No output is needed beyond the number of lines in the listing that contain the word "lane".

DATA LISTING

^^^^^^^^

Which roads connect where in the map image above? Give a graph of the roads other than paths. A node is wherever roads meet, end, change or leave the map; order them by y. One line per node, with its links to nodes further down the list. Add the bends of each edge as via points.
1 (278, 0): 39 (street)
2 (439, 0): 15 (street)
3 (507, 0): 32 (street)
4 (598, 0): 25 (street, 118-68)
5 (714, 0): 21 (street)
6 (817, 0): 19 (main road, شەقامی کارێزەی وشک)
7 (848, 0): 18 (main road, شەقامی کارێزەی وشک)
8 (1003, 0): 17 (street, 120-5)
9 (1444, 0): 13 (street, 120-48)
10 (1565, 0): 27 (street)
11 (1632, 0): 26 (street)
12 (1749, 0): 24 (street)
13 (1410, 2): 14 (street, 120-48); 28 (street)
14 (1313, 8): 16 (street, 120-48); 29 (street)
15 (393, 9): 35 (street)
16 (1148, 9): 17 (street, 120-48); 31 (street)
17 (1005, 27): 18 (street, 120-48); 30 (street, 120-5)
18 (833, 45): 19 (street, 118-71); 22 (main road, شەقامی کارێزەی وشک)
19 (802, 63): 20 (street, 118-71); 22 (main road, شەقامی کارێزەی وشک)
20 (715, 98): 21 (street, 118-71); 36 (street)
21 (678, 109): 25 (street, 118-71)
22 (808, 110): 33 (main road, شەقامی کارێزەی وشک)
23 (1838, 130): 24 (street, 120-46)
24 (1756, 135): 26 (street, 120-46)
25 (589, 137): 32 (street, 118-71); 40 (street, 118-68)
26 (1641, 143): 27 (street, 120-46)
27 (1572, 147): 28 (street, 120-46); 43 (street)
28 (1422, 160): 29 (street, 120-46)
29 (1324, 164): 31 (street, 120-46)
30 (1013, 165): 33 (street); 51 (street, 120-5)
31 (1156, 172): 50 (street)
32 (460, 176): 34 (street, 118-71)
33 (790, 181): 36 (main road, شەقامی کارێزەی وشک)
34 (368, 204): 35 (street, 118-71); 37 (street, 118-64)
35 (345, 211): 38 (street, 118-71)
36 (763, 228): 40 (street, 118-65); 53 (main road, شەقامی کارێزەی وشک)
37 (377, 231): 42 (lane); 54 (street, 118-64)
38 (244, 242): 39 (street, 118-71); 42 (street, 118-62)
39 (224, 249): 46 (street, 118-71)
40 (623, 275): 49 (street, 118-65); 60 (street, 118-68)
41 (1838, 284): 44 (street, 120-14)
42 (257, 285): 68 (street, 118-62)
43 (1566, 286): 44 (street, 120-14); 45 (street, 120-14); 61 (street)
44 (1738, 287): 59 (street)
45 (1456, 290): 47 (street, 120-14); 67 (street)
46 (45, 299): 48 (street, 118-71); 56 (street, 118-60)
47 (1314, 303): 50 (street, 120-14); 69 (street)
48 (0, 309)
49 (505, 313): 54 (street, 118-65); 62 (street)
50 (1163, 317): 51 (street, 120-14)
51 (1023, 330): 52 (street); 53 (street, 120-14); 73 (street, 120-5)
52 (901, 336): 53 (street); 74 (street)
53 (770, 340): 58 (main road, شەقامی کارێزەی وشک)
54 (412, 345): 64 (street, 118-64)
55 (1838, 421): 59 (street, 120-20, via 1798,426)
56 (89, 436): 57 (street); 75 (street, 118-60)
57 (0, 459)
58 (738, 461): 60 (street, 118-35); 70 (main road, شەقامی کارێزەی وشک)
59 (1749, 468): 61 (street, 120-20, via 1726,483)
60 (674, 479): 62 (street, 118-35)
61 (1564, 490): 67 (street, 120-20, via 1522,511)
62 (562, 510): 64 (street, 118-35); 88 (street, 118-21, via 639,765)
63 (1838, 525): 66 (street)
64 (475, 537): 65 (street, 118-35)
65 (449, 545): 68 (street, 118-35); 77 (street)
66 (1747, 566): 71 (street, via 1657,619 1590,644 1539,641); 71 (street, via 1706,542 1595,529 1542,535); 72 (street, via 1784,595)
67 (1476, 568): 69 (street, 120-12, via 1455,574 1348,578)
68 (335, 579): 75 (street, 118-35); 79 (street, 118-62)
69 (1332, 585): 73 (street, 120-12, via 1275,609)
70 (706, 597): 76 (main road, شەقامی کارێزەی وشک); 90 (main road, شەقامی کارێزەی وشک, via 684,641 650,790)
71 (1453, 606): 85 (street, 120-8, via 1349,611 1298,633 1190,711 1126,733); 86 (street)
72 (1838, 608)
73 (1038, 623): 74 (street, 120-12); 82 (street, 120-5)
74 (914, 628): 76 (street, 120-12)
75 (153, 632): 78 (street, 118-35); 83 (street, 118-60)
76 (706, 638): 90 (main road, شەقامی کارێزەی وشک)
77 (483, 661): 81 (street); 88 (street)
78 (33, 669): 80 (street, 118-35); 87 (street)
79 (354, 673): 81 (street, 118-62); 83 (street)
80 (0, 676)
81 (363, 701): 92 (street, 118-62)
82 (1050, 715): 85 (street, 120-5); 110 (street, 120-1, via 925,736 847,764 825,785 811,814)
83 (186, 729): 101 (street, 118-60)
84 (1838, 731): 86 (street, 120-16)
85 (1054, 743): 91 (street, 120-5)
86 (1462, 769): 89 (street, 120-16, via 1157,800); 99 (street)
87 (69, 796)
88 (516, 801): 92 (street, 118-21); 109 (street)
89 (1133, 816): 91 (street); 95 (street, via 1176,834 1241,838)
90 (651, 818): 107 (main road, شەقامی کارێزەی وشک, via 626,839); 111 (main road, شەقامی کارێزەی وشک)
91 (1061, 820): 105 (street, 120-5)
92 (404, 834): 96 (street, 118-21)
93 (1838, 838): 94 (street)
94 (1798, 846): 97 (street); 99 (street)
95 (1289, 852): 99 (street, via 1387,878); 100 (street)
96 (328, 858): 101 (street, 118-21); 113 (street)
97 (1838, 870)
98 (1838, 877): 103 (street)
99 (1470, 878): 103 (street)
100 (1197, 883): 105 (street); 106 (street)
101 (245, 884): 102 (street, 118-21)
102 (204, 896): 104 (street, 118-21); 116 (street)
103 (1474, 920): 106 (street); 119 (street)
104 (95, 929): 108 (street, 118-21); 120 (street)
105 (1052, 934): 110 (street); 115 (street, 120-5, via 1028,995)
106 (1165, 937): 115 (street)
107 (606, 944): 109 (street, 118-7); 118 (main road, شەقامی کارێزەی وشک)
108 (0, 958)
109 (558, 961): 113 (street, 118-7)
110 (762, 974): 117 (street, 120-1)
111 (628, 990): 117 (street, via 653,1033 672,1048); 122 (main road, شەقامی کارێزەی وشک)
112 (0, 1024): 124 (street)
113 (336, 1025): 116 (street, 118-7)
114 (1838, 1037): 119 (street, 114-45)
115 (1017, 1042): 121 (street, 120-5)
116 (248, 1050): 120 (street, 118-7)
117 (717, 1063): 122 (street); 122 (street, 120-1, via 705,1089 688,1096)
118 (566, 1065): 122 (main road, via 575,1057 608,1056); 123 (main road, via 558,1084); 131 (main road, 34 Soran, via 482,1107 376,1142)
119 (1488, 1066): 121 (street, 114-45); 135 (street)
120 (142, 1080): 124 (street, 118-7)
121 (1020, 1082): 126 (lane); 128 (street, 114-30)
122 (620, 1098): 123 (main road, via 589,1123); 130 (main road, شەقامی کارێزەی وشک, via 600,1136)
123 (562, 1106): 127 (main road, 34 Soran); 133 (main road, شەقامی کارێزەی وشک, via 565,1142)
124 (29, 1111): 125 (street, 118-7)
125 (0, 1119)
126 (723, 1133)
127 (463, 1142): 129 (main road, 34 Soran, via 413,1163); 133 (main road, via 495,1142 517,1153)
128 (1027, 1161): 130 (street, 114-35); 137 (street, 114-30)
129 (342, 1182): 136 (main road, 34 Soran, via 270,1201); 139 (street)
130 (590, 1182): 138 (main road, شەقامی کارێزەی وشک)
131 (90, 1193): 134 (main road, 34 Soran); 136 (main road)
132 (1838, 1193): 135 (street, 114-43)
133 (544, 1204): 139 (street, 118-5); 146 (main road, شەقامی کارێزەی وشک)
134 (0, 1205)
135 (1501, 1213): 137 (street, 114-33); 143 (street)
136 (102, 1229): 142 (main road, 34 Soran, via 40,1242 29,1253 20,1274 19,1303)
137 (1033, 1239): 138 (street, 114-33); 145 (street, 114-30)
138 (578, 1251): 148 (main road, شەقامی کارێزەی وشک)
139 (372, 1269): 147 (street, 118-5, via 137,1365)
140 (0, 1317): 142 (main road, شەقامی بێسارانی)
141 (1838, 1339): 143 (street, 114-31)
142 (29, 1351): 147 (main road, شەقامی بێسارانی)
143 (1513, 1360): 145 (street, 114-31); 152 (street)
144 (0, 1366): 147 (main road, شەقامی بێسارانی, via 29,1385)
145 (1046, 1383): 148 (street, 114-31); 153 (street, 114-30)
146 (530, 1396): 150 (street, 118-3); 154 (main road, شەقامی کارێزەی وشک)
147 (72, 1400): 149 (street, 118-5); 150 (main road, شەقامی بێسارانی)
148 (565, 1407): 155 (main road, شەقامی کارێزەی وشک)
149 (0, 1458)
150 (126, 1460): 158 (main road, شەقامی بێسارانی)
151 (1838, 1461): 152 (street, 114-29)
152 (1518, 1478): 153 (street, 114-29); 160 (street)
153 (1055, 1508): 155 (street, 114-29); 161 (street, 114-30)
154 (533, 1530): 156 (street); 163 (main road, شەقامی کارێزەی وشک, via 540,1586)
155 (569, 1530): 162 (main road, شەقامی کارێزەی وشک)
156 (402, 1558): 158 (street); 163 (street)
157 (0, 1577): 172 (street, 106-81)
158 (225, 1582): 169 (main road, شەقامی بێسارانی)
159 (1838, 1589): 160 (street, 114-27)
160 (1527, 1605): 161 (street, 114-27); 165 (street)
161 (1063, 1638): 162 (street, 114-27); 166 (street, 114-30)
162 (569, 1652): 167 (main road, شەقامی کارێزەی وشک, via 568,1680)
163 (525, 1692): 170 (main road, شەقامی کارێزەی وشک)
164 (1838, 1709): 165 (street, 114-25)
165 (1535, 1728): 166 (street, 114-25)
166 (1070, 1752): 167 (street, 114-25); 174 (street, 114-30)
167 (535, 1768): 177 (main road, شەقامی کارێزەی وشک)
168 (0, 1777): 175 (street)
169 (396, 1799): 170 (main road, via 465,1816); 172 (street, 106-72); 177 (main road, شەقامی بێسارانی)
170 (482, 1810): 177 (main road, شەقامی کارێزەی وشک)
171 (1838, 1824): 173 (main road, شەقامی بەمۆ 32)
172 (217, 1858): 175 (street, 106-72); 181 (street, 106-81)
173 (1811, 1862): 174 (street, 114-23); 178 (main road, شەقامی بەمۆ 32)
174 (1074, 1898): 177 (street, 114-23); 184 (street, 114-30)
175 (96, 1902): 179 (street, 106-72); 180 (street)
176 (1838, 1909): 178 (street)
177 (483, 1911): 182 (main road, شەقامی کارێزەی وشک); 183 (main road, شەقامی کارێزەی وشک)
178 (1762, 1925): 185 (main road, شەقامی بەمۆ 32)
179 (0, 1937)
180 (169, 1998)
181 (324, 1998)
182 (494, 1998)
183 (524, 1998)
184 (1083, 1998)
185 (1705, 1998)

^^^^^^^^

RESPONSE TO THIS TASK
2